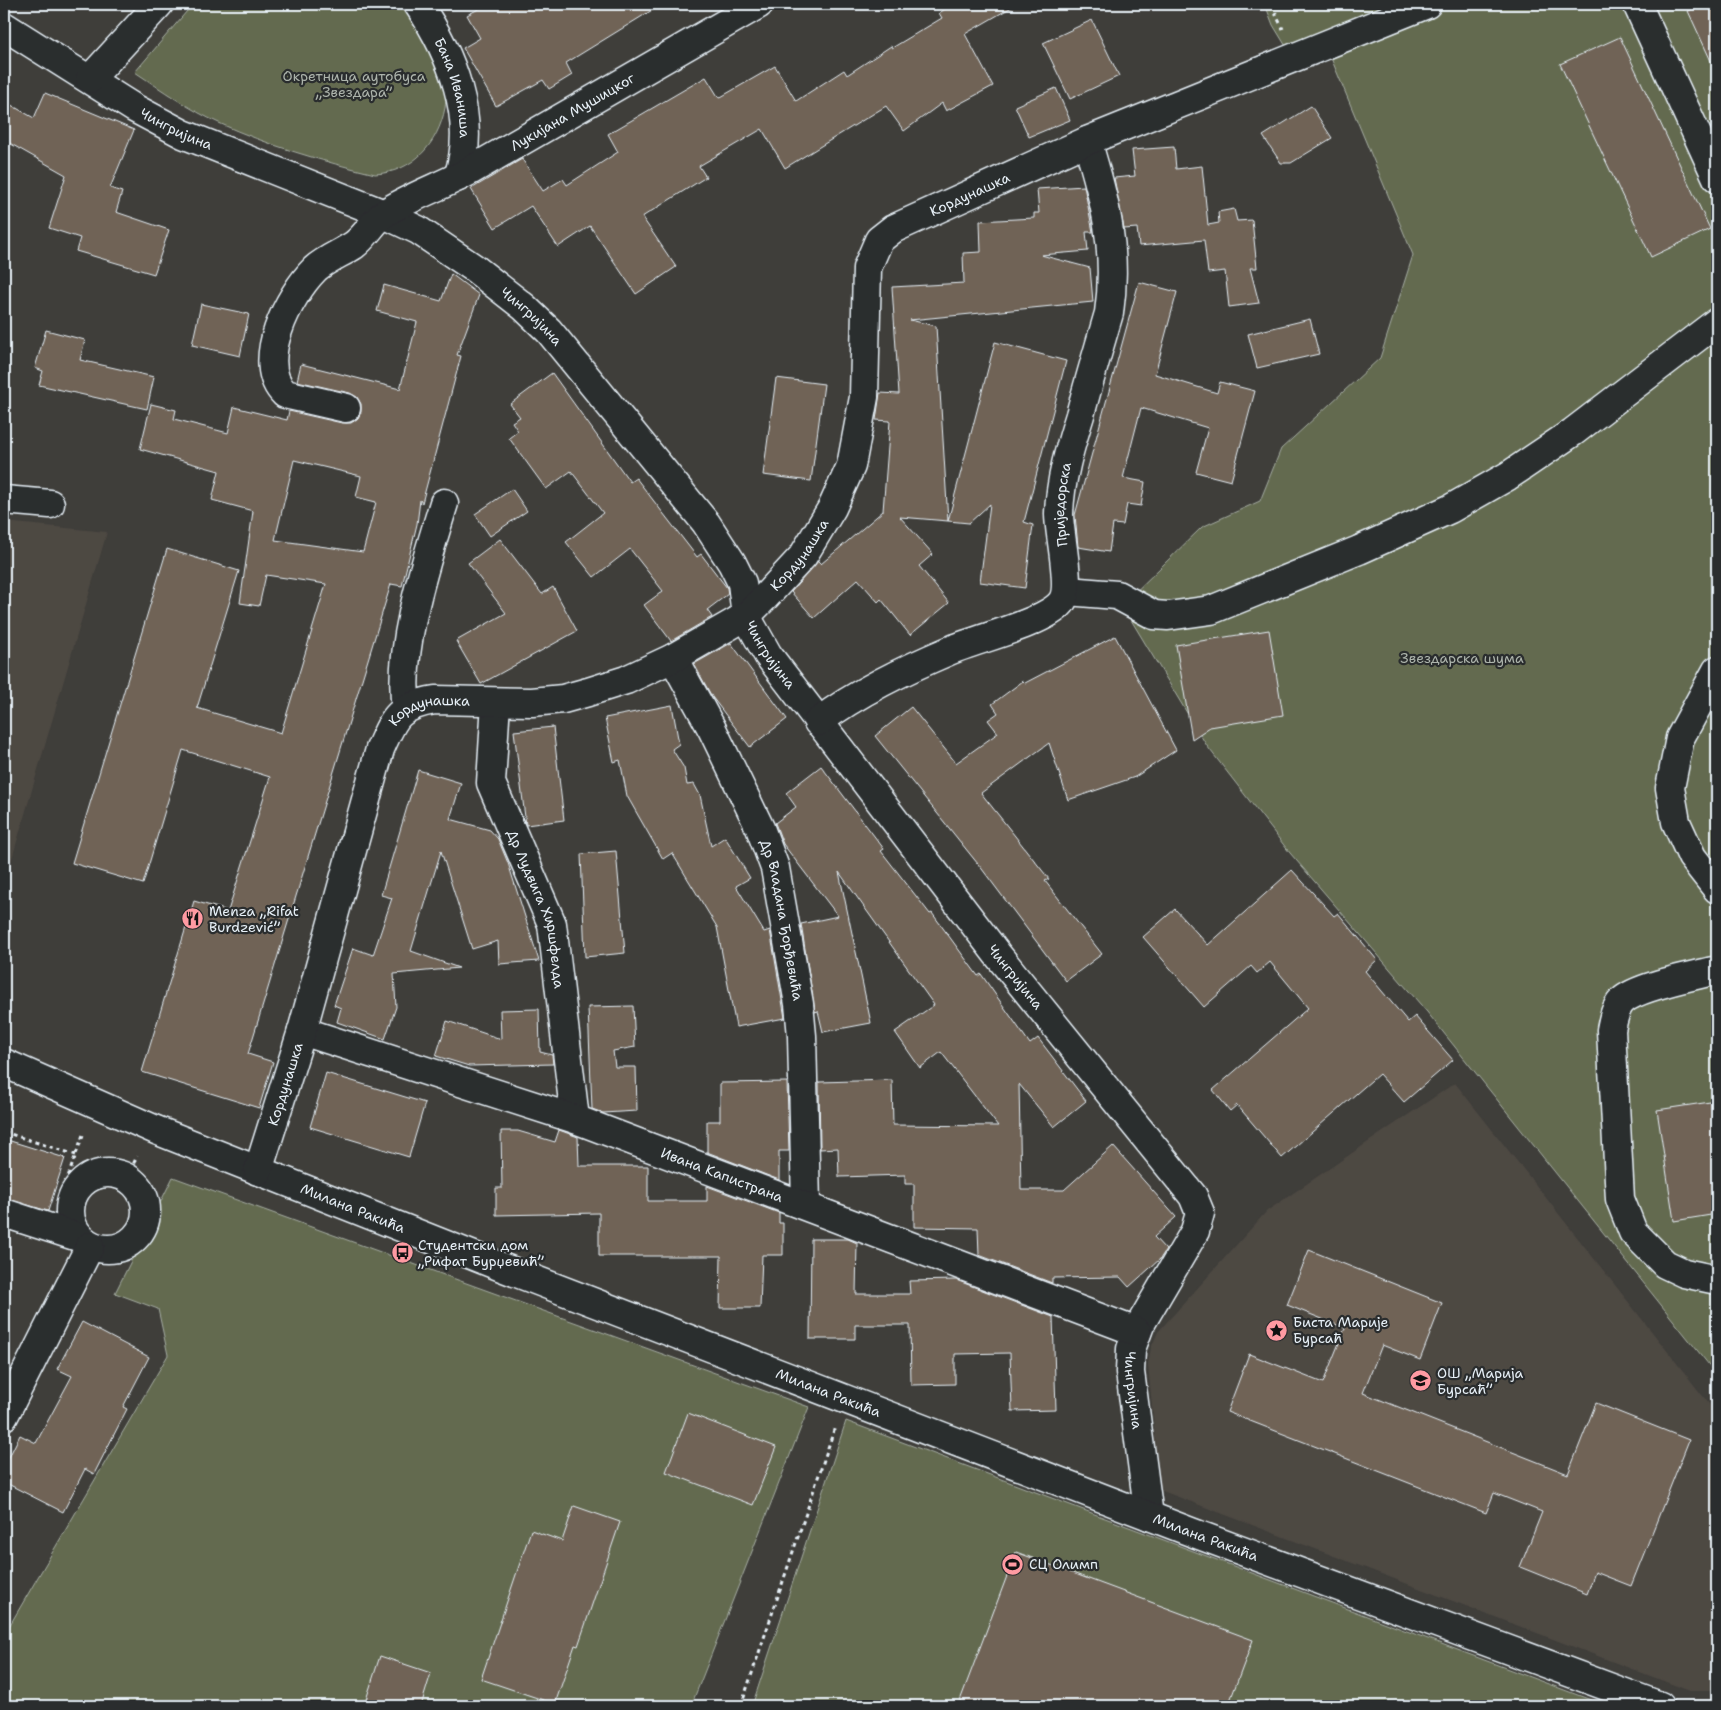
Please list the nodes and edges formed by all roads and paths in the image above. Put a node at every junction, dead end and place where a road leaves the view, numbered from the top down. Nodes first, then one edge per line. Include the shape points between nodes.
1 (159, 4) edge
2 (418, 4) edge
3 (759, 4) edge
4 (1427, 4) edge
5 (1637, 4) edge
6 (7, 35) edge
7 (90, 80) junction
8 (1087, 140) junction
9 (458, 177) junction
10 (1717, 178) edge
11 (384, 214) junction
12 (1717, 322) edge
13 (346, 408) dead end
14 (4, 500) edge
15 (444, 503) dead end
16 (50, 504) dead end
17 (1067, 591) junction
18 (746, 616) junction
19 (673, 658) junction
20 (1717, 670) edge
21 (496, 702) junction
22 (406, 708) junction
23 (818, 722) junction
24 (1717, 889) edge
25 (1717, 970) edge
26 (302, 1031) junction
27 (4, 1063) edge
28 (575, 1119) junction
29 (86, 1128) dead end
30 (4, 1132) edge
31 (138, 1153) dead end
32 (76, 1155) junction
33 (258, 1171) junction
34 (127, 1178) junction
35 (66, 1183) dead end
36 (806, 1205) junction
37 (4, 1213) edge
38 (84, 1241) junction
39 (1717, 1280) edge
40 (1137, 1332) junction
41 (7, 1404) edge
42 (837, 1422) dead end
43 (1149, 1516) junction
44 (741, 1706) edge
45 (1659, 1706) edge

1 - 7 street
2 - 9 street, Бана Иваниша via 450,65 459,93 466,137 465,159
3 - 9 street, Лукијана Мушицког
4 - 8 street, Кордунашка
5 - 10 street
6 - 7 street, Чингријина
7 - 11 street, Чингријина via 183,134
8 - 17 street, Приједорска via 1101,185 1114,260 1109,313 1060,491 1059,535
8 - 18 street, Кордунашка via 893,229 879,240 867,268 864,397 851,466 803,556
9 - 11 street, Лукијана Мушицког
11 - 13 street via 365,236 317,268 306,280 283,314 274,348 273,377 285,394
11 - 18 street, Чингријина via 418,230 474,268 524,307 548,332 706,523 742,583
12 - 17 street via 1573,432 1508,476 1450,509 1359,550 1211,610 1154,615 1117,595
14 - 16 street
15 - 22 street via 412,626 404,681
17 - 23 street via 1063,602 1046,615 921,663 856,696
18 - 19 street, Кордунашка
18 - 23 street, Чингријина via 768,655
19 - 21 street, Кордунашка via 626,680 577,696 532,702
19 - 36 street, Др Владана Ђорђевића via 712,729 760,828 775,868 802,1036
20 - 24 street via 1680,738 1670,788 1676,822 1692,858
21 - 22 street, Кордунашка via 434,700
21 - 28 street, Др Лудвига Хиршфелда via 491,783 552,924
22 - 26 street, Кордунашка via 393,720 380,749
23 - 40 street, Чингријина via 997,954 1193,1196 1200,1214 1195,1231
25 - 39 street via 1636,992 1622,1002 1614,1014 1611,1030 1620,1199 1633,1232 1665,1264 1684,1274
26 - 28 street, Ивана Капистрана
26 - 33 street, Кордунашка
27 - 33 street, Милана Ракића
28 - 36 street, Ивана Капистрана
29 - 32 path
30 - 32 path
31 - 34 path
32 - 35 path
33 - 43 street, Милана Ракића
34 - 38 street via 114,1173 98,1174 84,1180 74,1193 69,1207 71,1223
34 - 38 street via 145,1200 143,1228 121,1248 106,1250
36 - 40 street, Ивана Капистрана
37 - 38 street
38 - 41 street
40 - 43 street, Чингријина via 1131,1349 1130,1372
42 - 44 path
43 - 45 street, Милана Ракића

- [Brief]: If a line of the data holds the string "Милана", list it.

- [Response below]:
27 - 33 street, Милана Ракића
33 - 43 street, Милана Ракића
43 - 45 street, Милана Ракића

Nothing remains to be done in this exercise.